# Youtube (flash) movies stuttering badly



## TAViX (Jan 28, 2010)

So basically all movies played on Youtube are playing extremely badly, like the videos are encoded at 10fps. 

Previously I had a 4870X2, than a 5770 and now a 5870. With the first two I had absolutely no problems whatsoever, it seems that my last card is making me problems.

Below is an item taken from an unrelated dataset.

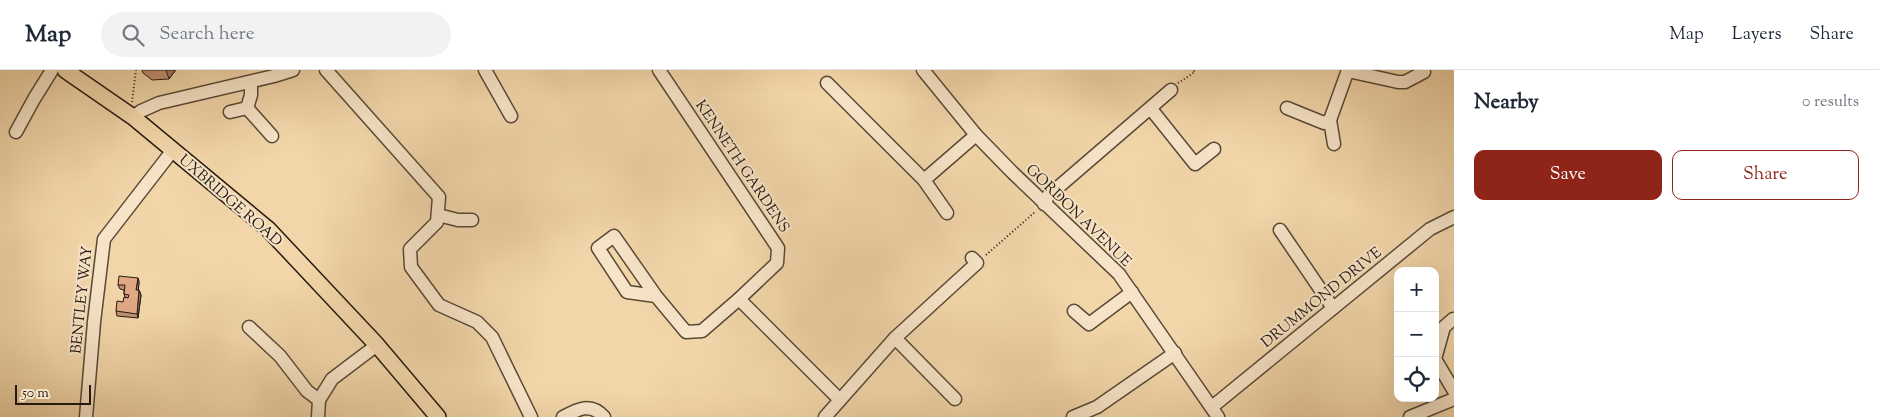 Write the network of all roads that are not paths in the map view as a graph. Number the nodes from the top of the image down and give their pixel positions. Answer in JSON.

First i thought it was the drivers, but I've installed the last ones with the same results...

Tried in IE7, Firefox, Opera, Chrome...the same effect.

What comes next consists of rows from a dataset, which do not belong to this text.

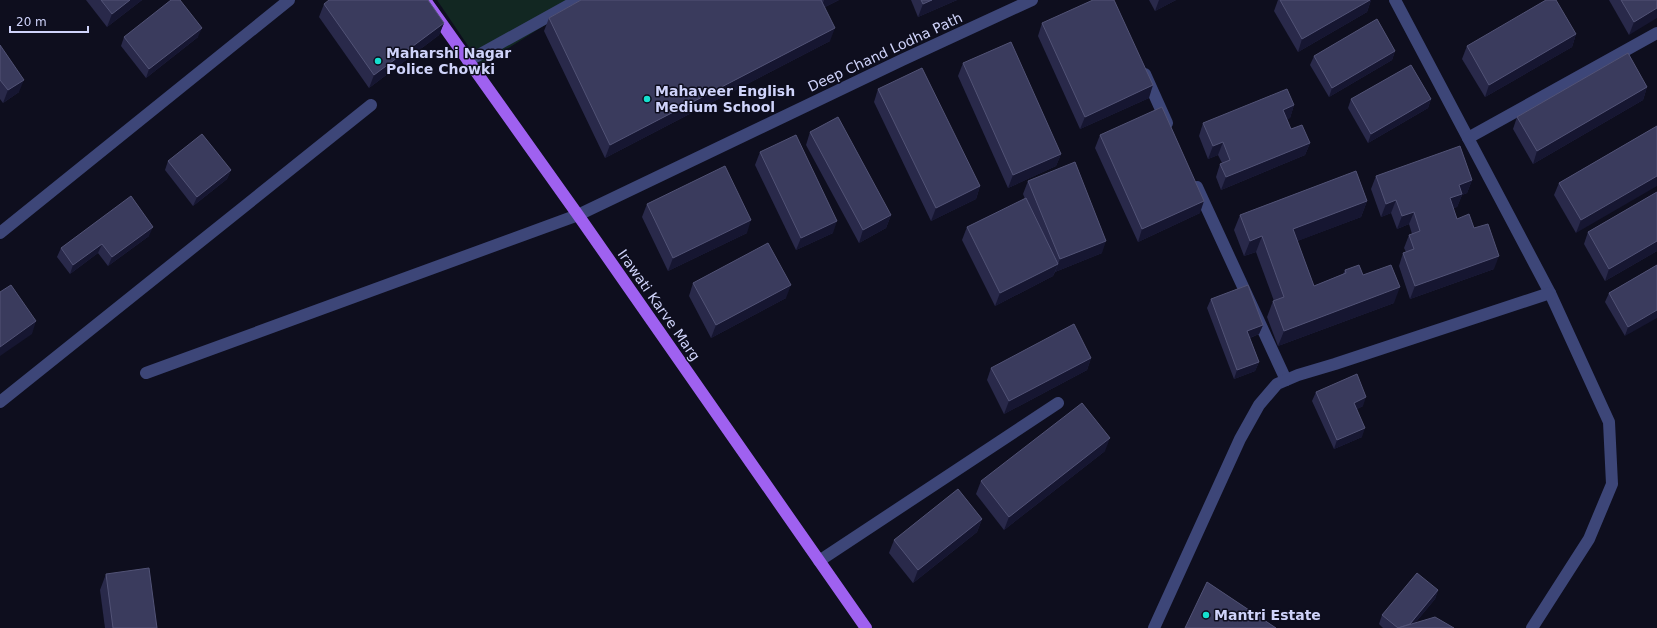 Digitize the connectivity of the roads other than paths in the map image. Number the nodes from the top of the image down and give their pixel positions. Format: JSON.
{"nodes":[{"id":1,"x":289,"y":0,"type":"edge"},
{"id":2,"x":425,"y":0,"type":"edge"},
{"id":3,"x":578,"y":0,"type":"edge"},
{"id":4,"x":1032,"y":0,"type":"edge"},
{"id":5,"x":1395,"y":0,"type":"edge"},
{"id":6,"x":1011,"y":4,"type":"edge"},
{"id":7,"x":1657,"y":33,"type":"edge"},
{"id":8,"x":468,"y":61,"type":"junction"},
{"id":9,"x":1141,"y":65,"type":"edge"},
{"id":10,"x":371,"y":105,"type":"dead end"},
{"id":11,"x":1174,"y":137,"type":"edge"},
{"id":12,"x":1468,"y":138,"type":"junction"},
{"id":13,"x":1194,"y":180,"type":"edge"},
{"id":14,"x":578,"y":215,"type":"junction"},
{"id":15,"x":0,"y":233,"type":"edge"},
{"id":16,"x":1550,"y":293,"type":"junction"},
{"id":17,"x":146,"y":373,"type":"dead end"},
{"id":18,"x":1286,"y":380,"type":"junction"},
{"id":19,"x":0,"y":402,"type":"edge"},
{"id":20,"x":1058,"y":403,"type":"dead end"},
{"id":21,"x":819,"y":561,"type":"junction"},
{"id":22,"x":866,"y":628,"type":"edge"},
{"id":23,"x":1154,"y":628,"type":"edge"},
{"id":24,"x":1532,"y":628,"type":"edge"}],
"edges":[{"from":1,"to":15,"type":"street"},
{"from":2,"to":8,"type":"main road","name":"Irawati Karve Marg"},
{"from":3,"to":8,"type":"street"},
{"from":4,"to":6,"type":"street","name":"Deep Chand Lodha Path"},
{"from":5,"to":12,"type":"street"},
{"from":6,"to":14,"type":"street","name":"Deep Chand Lodha Path"},
{"from":7,"to":12,"type":"street"},
{"from":8,"to":14,"type":"main road","name":"Irawati Karve Marg"},
{"from":9,"to":11,"type":"street"},
{"from":10,"to":19,"type":"street"},
{"from":12,"to":16,"type":"street"},
{"from":13,"to":18,"type":"street"},
{"from":14,"to":17,"type":"street","name":"Deep Chand Lodha Path"},
{"from":14,"to":21,"type":"main road","name":"Irawati Karve Marg"},
{"from":16,"to":18,"type":"street"},
{"from":16,"to":24,"type":"street"},
{"from":18,"to":23,"type":"street"},
{"from":20,"to":21,"type":"street"},
{"from":21,"to":22,"type":"main road","name":"Irawati Karve Marg"}]}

Any thoughts about this?? Thanks in advance.


----------



## Thrackan (Jan 28, 2010)

Try the new drivers (just out), there is a notice of a fix with stuttering Youtube stuff.


----------



## TAViX (Jan 28, 2010)

Already did, same thing....


----------



## cadaveca (Jan 28, 2010)

stutter is pretty bad here in Crossfire mode...this is a new bug for me.


----------



## sweeper (Jan 28, 2010)

I have posted about this problem about a month ago. No one really had an idea why. I have the biggest problem watching HULU.com . Talk about stuttering. It's not even watchable full screen. Hope you find a solution. I think it has something to do with Win. 7 and Flash Player. Not sure what it is though.


----------



## TAViX (Jan 29, 2010)

I have read some other forums, it seems it's a common problem on some systems with Win 7 64bit and crappy Flash...


----------



## PP Mguire (Jan 29, 2010)

I always thought flash was a big piece of crap. Something better needs to supersede it pronto.


----------



## TIGR (Jan 29, 2010)

Have you tried a fresh install of Flash itself?


----------



## TAViX (Jan 31, 2010)

PP Mguire said:


> I always thought flash was a big piece of crap. Something better needs to supersede it pronto.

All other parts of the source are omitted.